From the data below, copy out every line in which the word "Burns" occurs.

== INFORMATION SHOWN ==
_ _ _ _ _ _ _

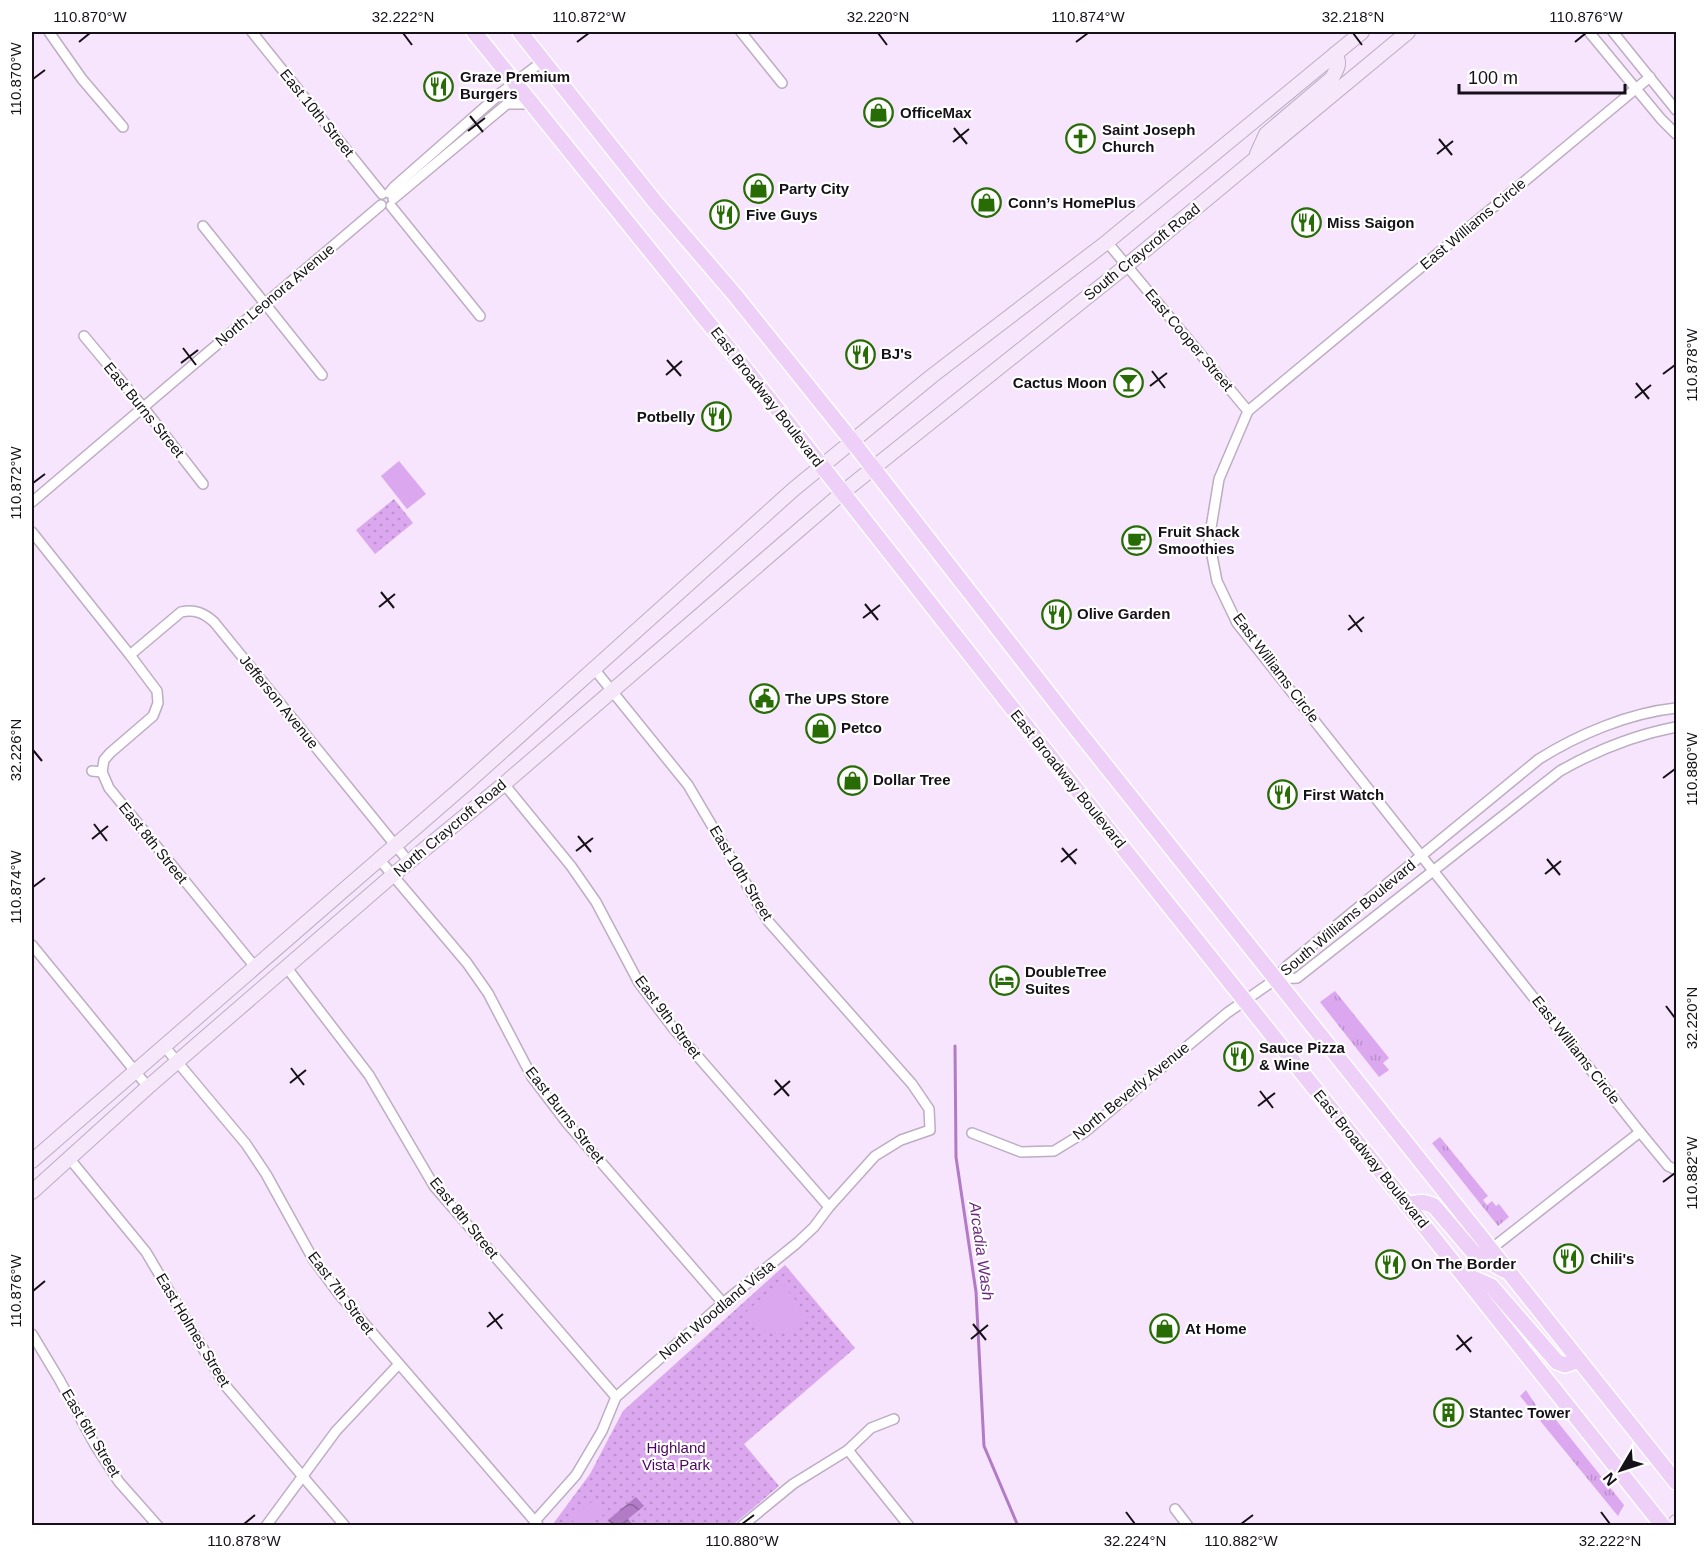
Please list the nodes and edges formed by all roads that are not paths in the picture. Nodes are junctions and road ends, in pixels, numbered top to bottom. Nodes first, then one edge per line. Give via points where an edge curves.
1 (49, 32) edge
2 (252, 32) edge
3 (474, 32) edge
4 (519, 32) edge
5 (741, 32) edge
6 (1362, 32) edge
7 (1408, 32) edge
8 (1588, 32) edge
9 (1613, 32) edge
10 (1335, 54) junction
11 (543, 61) junction
12 (1650, 77) junction
13 (515, 82) junction
14 (782, 83) dead end
15 (1636, 89) junction
16 (532, 104) junction
17 (1677, 110) edge
18 (475, 116) junction
19 (482, 124) junction
20 (123, 127) dead end
21 (1677, 134) edge
22 (434, 159) junction
23 (1254, 159) junction
24 (387, 199) junction
25 (203, 226) dead end
26 (1107, 243) junction
27 (1126, 266) junction
28 (265, 303) junction
29 (480, 316) dead end
30 (84, 336) dead end
31 (322, 375) dead end
32 (143, 407) junction
33 (1248, 411) junction
34 (852, 441) junction
35 (822, 466) junction
36 (873, 469) junction
37 (203, 484) dead end
38 (842, 493) junction
39 (32, 502) edge
40 (32, 532) edge
41 (130, 655) junction
42 (594, 670) junction
43 (612, 690) junction
44 (1677, 708) edge
45 (1677, 727) edge
46 (504, 784) junction
47 (397, 844) junction
48 (1422, 855) junction
49 (379, 859) junction
50 (409, 862) junction
51 (1434, 870) junction
52 (393, 875) junction
53 (32, 945) edge
54 (255, 967) junction
55 (287, 968) junction
56 (1276, 979) junction
57 (1244, 1001) junction
58 (164, 1046) junction
59 (177, 1062) junction
60 (135, 1071) junction
61 (148, 1087) junction
62 (930, 1130) joint
63 (1640, 1132) junction
64 (972, 1133) dead end
65 (69, 1158) junction
66 (32, 1161) edge
67 (1677, 1170) edge
68 (32, 1192) edge
69 (1407, 1205) junction
70 (829, 1207) junction
71 (1491, 1249) junction
72 (1463, 1274) junction
73 (1512, 1275) junction
74 (723, 1303) junction
75 (32, 1334) edge
76 (1579, 1360) junction
77 (398, 1365) junction
78 (616, 1397) junction
79 (894, 1419) dead end
80 (848, 1450) junction
81 (303, 1478) junction
82 (1677, 1482) edge
83 (1175, 1509) dead end
84 (1677, 1522) edge
85 (536, 1523) edge
86 (158, 1526) edge
87 (266, 1526) edge
88 (345, 1526) edge
89 (742, 1526) edge
90 (909, 1526) edge
91 (1188, 1526) edge
92 (1663, 1526) edge
93 (1673, 1526) edge

1 - 20 street
2 - 24 street, East 10th Street
3 - 13 main road, East Broadway Boulevard
4 - 11 main road
5 - 14 street
6 - 10 main road, South Craycroft Road
7 - 23 main road, South Craycroft Road
8 - 15 street
9 - 12 street
10 - 23 main road via 1338,67 1332,78 1266,134
10 - 26 main road, South Craycroft Road
11 - 13 street, North Leonora Avenue
11 - 34 main road
12 - 15 street, East Williams Circle
12 - 17 street
13 - 16 main road, East Broadway Boulevard
13 - 18 street, North Leonora Avenue
15 - 21 street
15 - 33 street, East Williams Circle
16 - 19 street, North Leonora Avenue via 507,104
16 - 35 main road, East Broadway Boulevard
18 - 19 street
18 - 22 street, North Leonora Avenue
19 - 22 street, North Leonora Avenue
22 - 24 street, North Leonora Avenue
23 - 27 main road, South Craycroft Road
24 - 28 street, North Leonora Avenue
24 - 29 street, East 10th Street
25 - 28 street
26 - 27 street, East Cooper Street
26 - 34 main road, South Craycroft Road
27 - 33 street, East Cooper Street
27 - 36 main road, South Craycroft Road
28 - 31 street
28 - 32 street, North Leonora Avenue
30 - 32 street, East Burns Street
32 - 37 street, East Burns Street
32 - 39 street, North Leonora Avenue
33 - 48 street, East Williams Circle via 1219,479 1209,540 1217,581 1238,623
34 - 35 main road, North Craycroft Road
34 - 36 main road
35 - 38 main road, East Broadway Boulevard
35 - 42 main road, North Craycroft Road
36 - 38 main road, North Craycroft Road
36 - 56 main road
38 - 43 main road, North Craycroft Road
38 - 57 main road, East Broadway Boulevard
40 - 41 street
41 - 47 street, Jefferson Avenue via 181,612 207,616
41 - 54 street, East 8th Street via 157,691 157,707 149,721 110,753 97,771
42 - 43 street, East 10th Street
42 - 47 main road, North Craycroft Road
43 - 46 main road, North Craycroft Road
43 - 62 street, East 10th Street via 688,785 768,921 912,1084 929,1109
44 - 48 street, South Williams Boulevard via 1605,726 1554,750
45 - 51 street, South Williams Boulevard via 1623,741 1560,771
46 - 50 main road, North Craycroft Road
46 - 70 street, East 9th Street via 589,893 639,983 673,1028
47 - 49 main road, North Craycroft Road
47 - 50 street, Jefferson Avenue
48 - 51 street, East Williams Circle
48 - 56 street, South Williams Boulevard
49 - 52 street, East Burns Street
49 - 54 main road, North Craycroft Road
50 - 52 main road, North Craycroft Road
51 - 56 street, South Williams Boulevard via 1297,978
51 - 63 street, East Williams Circle
52 - 55 main road, North Craycroft Road
52 - 74 street, East Burns Street via 467,963 488,993 532,1077 567,1123
53 - 60 street
54 - 58 main road, North Craycroft Road
55 - 59 main road, North Craycroft Road
55 - 78 street, East 8th Street via 369,1075 434,1186
56 - 57 street, North Beverly Avenue
56 - 71 main road
57 - 64 street, North Beverly Avenue via 1085,1131 1054,1150 1021,1152
57 - 69 main road, East Broadway Boulevard
58 - 59 street, East 7th Street
58 - 60 main road, North Craycroft Road
59 - 61 main road, North Craycroft Road
59 - 77 street, East 7th Street via 246,1144 313,1259
60 - 61 street
60 - 66 main road, North Craycroft Road
61 - 65 main road, North Craycroft Road
62 - 70 street, North Woodland Vista via 901,1140 875,1156
63 - 67 street, East Williams Circle via 1668,1166
63 - 71 street
65 - 68 main road, North Craycroft Road
65 - 81 street, East Holmes Street via 146,1252 224,1384
69 - 72 main road, East Broadway Boulevard
69 - 73 main road via 1428,1202 1434,1206 1473,1252
70 - 74 street, North Woodland Vista via 797,1243
71 - 73 main road
72 - 76 main road via 1491,1286 1557,1362 1565,1365
72 - 92 main road, East Broadway Boulevard
73 - 76 main road
74 - 78 street, North Woodland Vista
75 - 86 street, East 6th Street via 119,1482
76 - 82 main road
77 - 81 street via 336,1431
77 - 85 street, East 7th Street
78 - 85 street, North Woodland Vista via 602,1431 576,1475
79 - 80 street via 871,1428
80 - 89 street via 789,1487
80 - 90 street
81 - 87 street
81 - 88 street, East Holmes Street
83 - 91 street
84 - 93 main road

_ _ _ _ _ _ _

== OUTPUT ==
30 - 32 street, East Burns Street
32 - 37 street, East Burns Street
49 - 52 street, East Burns Street
52 - 74 street, East Burns Street via 467,963 488,993 532,1077 567,1123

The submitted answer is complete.